Running Pester tests in Visual Studio 2019/2022 is really slow compared to VSCode

Tool: Visual Studio 2019/2022 - Free and Pro Trial
Version: 2019 and 2022

Using PowerShell Tools For Visual Studio, I have a solution with a project with psm1 files, and another project with ps1 files that I use to run my Pester unit tests.

Tests are discovered by the Test Explorer, and I can run them, but they are really slow to execute when I compare to the time they take to execute in a command line, or in VSCode.

I tried different things:

  • Updating Pester to the latest version in the default PowerShell
  • Installing the latest PowerShell Core, and using the pro version to use that version in the tools.

But it still takes the same amount of time to execute.

Is there a different way to speed up the execution of pester unit tests in the Visual Studio?
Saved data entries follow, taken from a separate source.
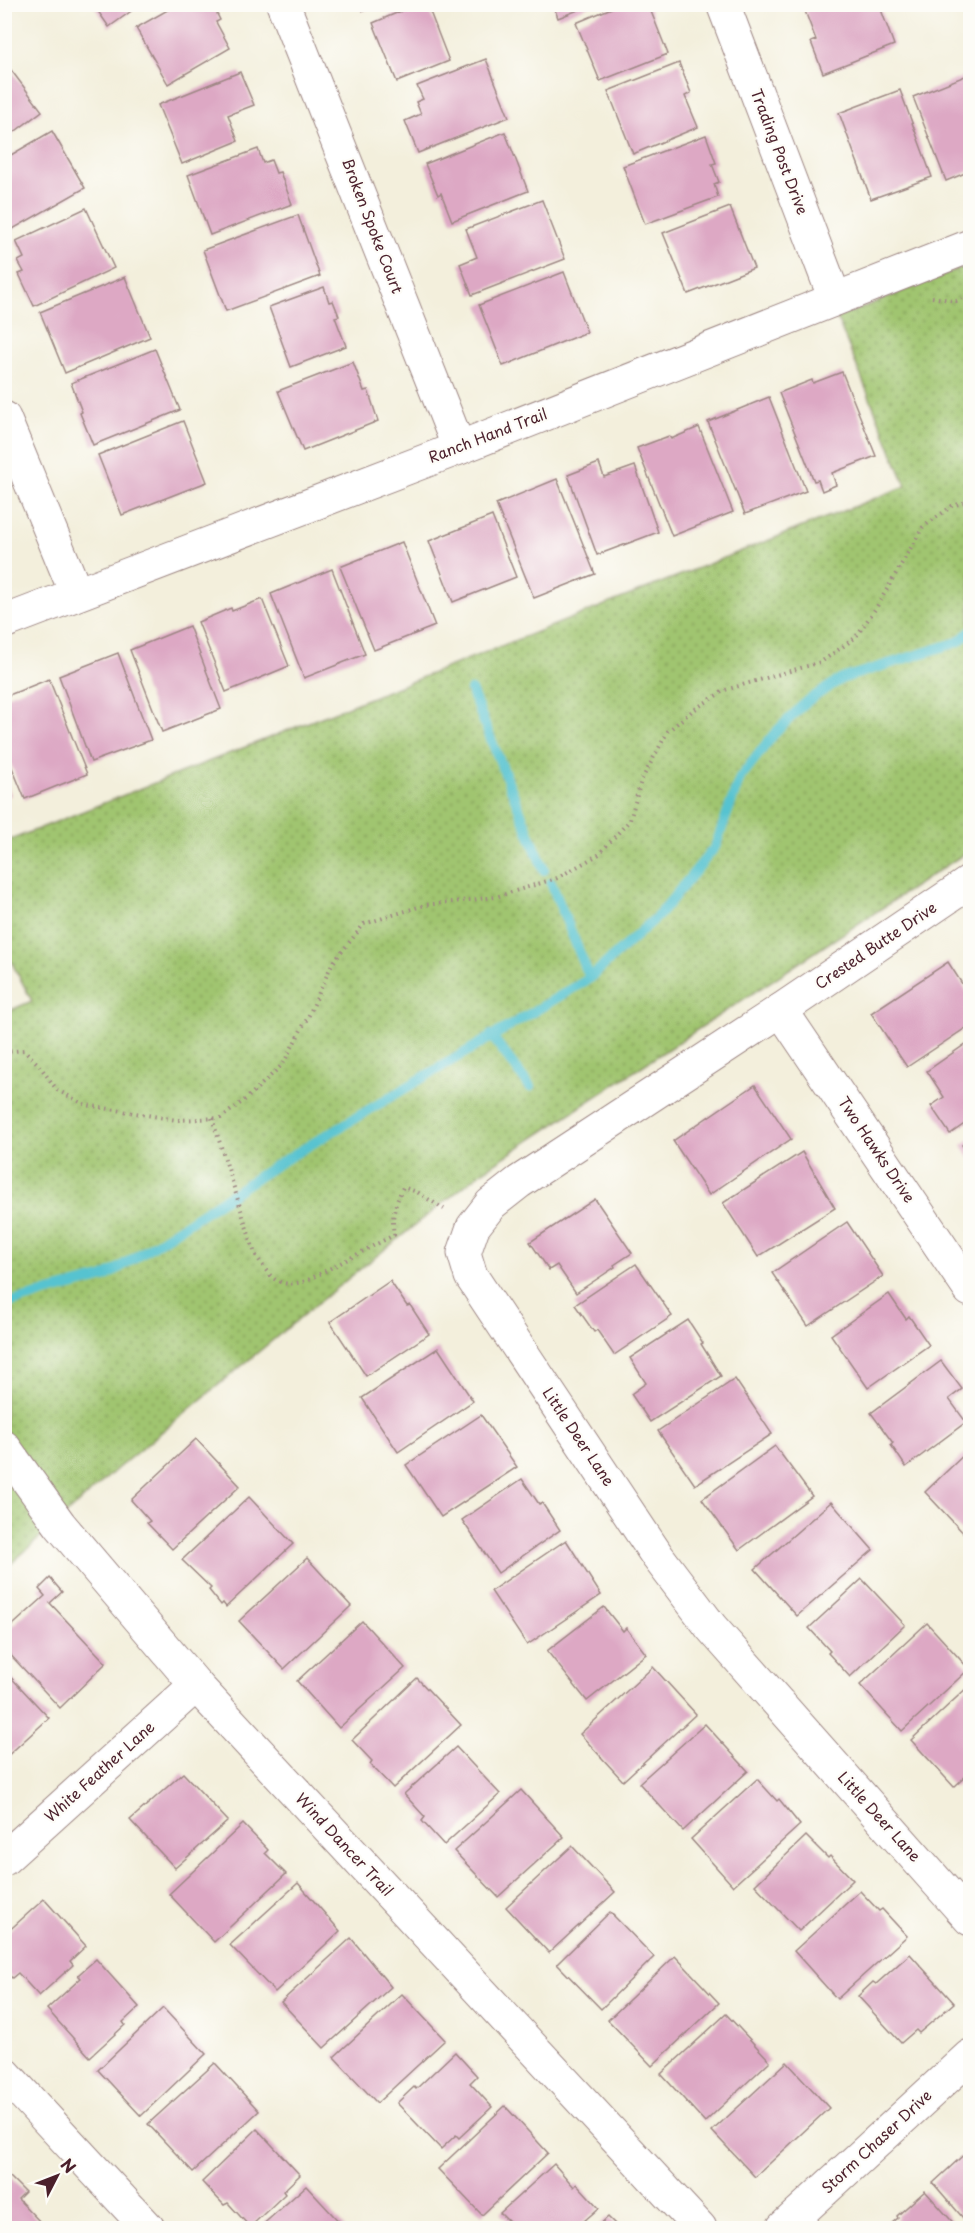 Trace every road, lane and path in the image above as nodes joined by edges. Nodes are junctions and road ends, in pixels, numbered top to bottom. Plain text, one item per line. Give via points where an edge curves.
1 (283, 4) edge
2 (723, 4) edge
3 (970, 246) edge
4 (835, 299) junction
5 (4, 418) edge
6 (459, 448) junction
7 (970, 501) edge
8 (76, 593) junction
9 (4, 622) edge
10 (970, 882) edge
11 (781, 1010) junction
12 (4, 1052) edge
13 (212, 1118) junction
14 (473, 1227) junction
15 (970, 1290) edge
16 (4, 1447) edge
17 (196, 1685) junction
18 (4, 1858) edge
19 (970, 1919) edge
20 (970, 2056) edge
21 (4, 2073) edge
22 (148, 2229) edge
23 (700, 2229) edge
24 (783, 2229) edge

1 - 6 street, Broken Spoke Court
2 - 4 street, Trading Post Drive
3 - 4 street, Ranch Hand Trail
4 - 6 street, Ranch Hand Trail
5 - 8 street
6 - 8 street, Ranch Hand Trail
7 - 13 path via 952,506 923,527 855,638 821,662 725,690 668,731 641,781 630,820 597,855 556,878 496,897 425,905 364,924 332,964 283,1064 221,1118
8 - 9 street, Ranch Hand Trail
10 - 11 street, Crested Butte Drive
11 - 14 street, Little Deer Lane via 519,1182 491,1204
11 - 15 street, Two Hawks Drive
12 - 13 path via 24,1050 57,1090 86,1105 177,1120
13 - 14 path via 255,1254 279,1283 306,1281 394,1235 391,1220 404,1187
14 - 19 street, Little Deer Lane via 464,1253 471,1276 658,1557 711,1627
16 - 17 street, Wind Dancer Trail via 60,1526
17 - 18 street, White Feather Lane
17 - 23 street, Wind Dancer Trail
20 - 24 street, Storm Chaser Drive
21 - 22 street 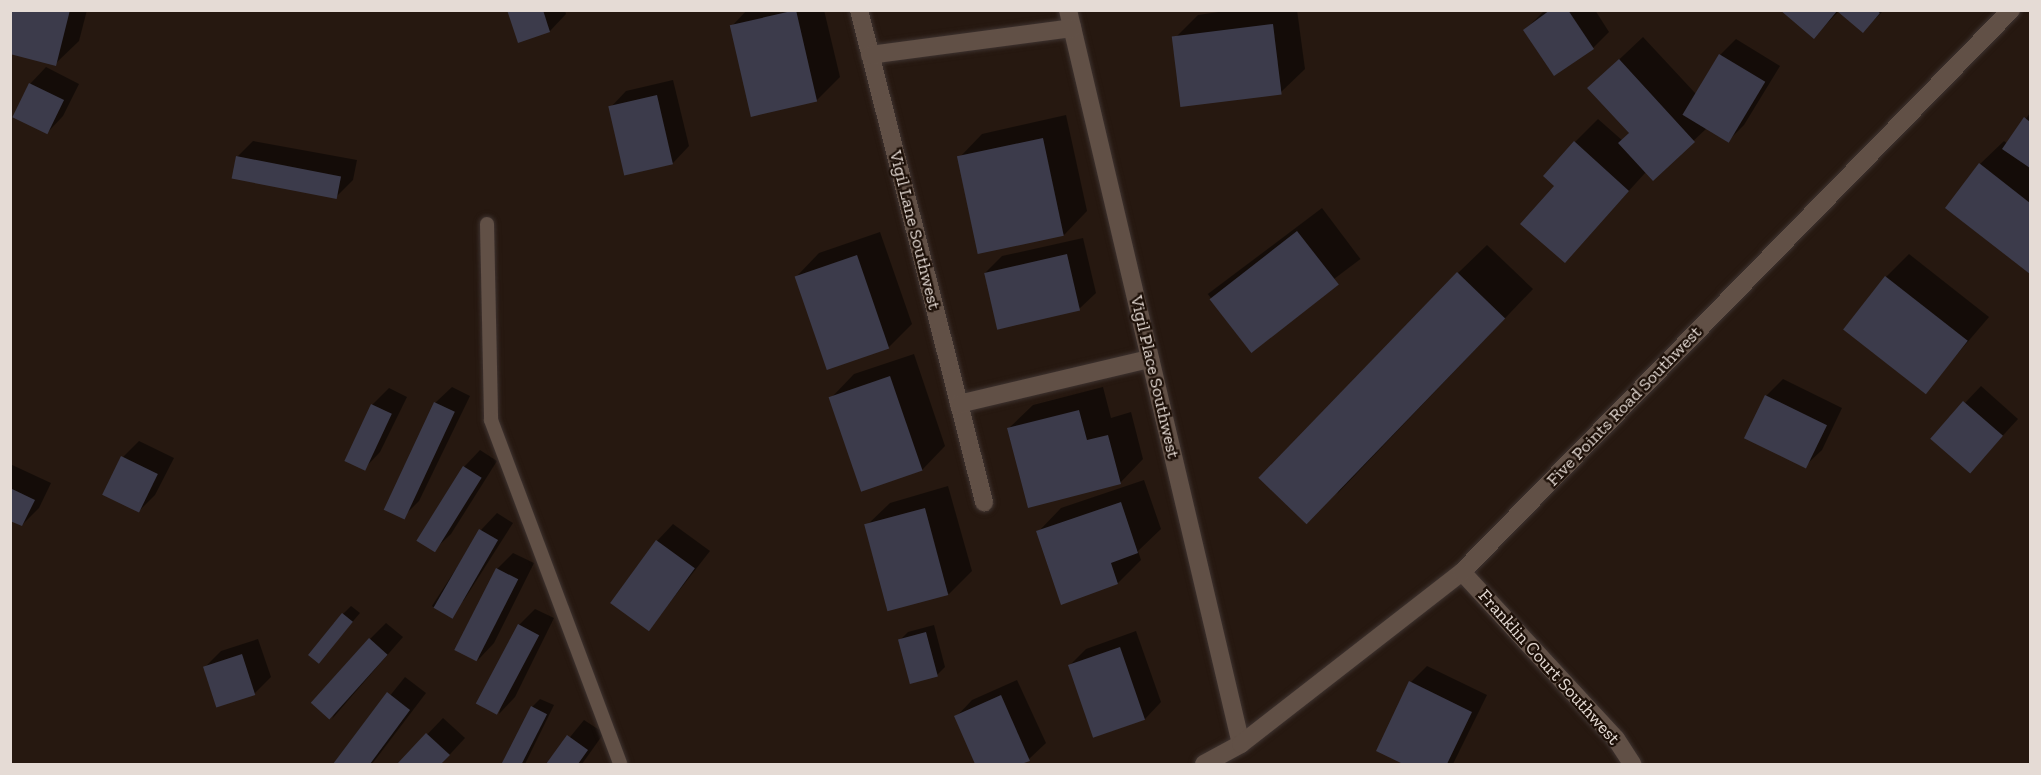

At the moment my tests are declared in multiple ps1 files with 1 Describe by files, and multiple Contexts in those Describe, 1 Context per Methods tested, the multiple It for each methods:

Describe "Assembly" {
    Context "GetAssemblyName" {
        It "Should find the assembly name in every project file." {
            CopyMasterFiles
            $sol = "$(MasterfileTemp)\TestSolution"
            foreach($projectFile in (MasterProjectFiles))
            {
                $projectFile = "$sol\$projectFile"
                $projectName = Split-Path $projectFile -Leaf
                $projectName = $projectName.Substring(0, $projectName.LastIndexOf('.'))
                "$projectFile $(GetAssemblyName $projectFile)" | Should -Be "$projectFile $projectName"
            }

            WereMasterfilesTempered | Should -Be $false
        }

        It "Should work when provided a System.IO.FileInfo." {
            CopyMasterFiles
            $sol = "$(MasterfileTemp)\TestSolution"
            foreach($projectFile in (MasterProjectFiles))
            {
                $projectFile = Get-Item "$sol\$projectFile"
                $projectName = Split-Path $projectFile -Leaf
                $projectName = $projectName.Substring(0, $projectName.LastIndexOf('.'))
                "$projectFile $(GetAssemblyName $projectFile)" | Should -Be "$projectFile $projectName"
            }

            WereMasterfilesTempered | Should -Be $false
        }
    }

Can you give me an idea of how large your test suite is? I can take a look.

I have 72 unique tests splitted in different files this way:
image
But even running 1 file only (for example Assembly.tests) takes 1.8min:

[+] Assembly.tests.ps1 26.71s (12.05s|2.57s)
Tests completed in 101.61s
Tests Passed: 11, Failed: 0, Skipped: 0 NotRun: 63

========== Test run finished: 11 Tests (11 Passed, 0 Failed, 0 Skipped) run in 1.8 min ==========

I suspect that some module loading takes place before the actual execution of the tests, but I cannot find any log to prove my point so far, and I wouldn’t have a solution either if I find such proof.

Interesting. Thanks for the info. Let me play around with this and see if I can reproduce the behavior.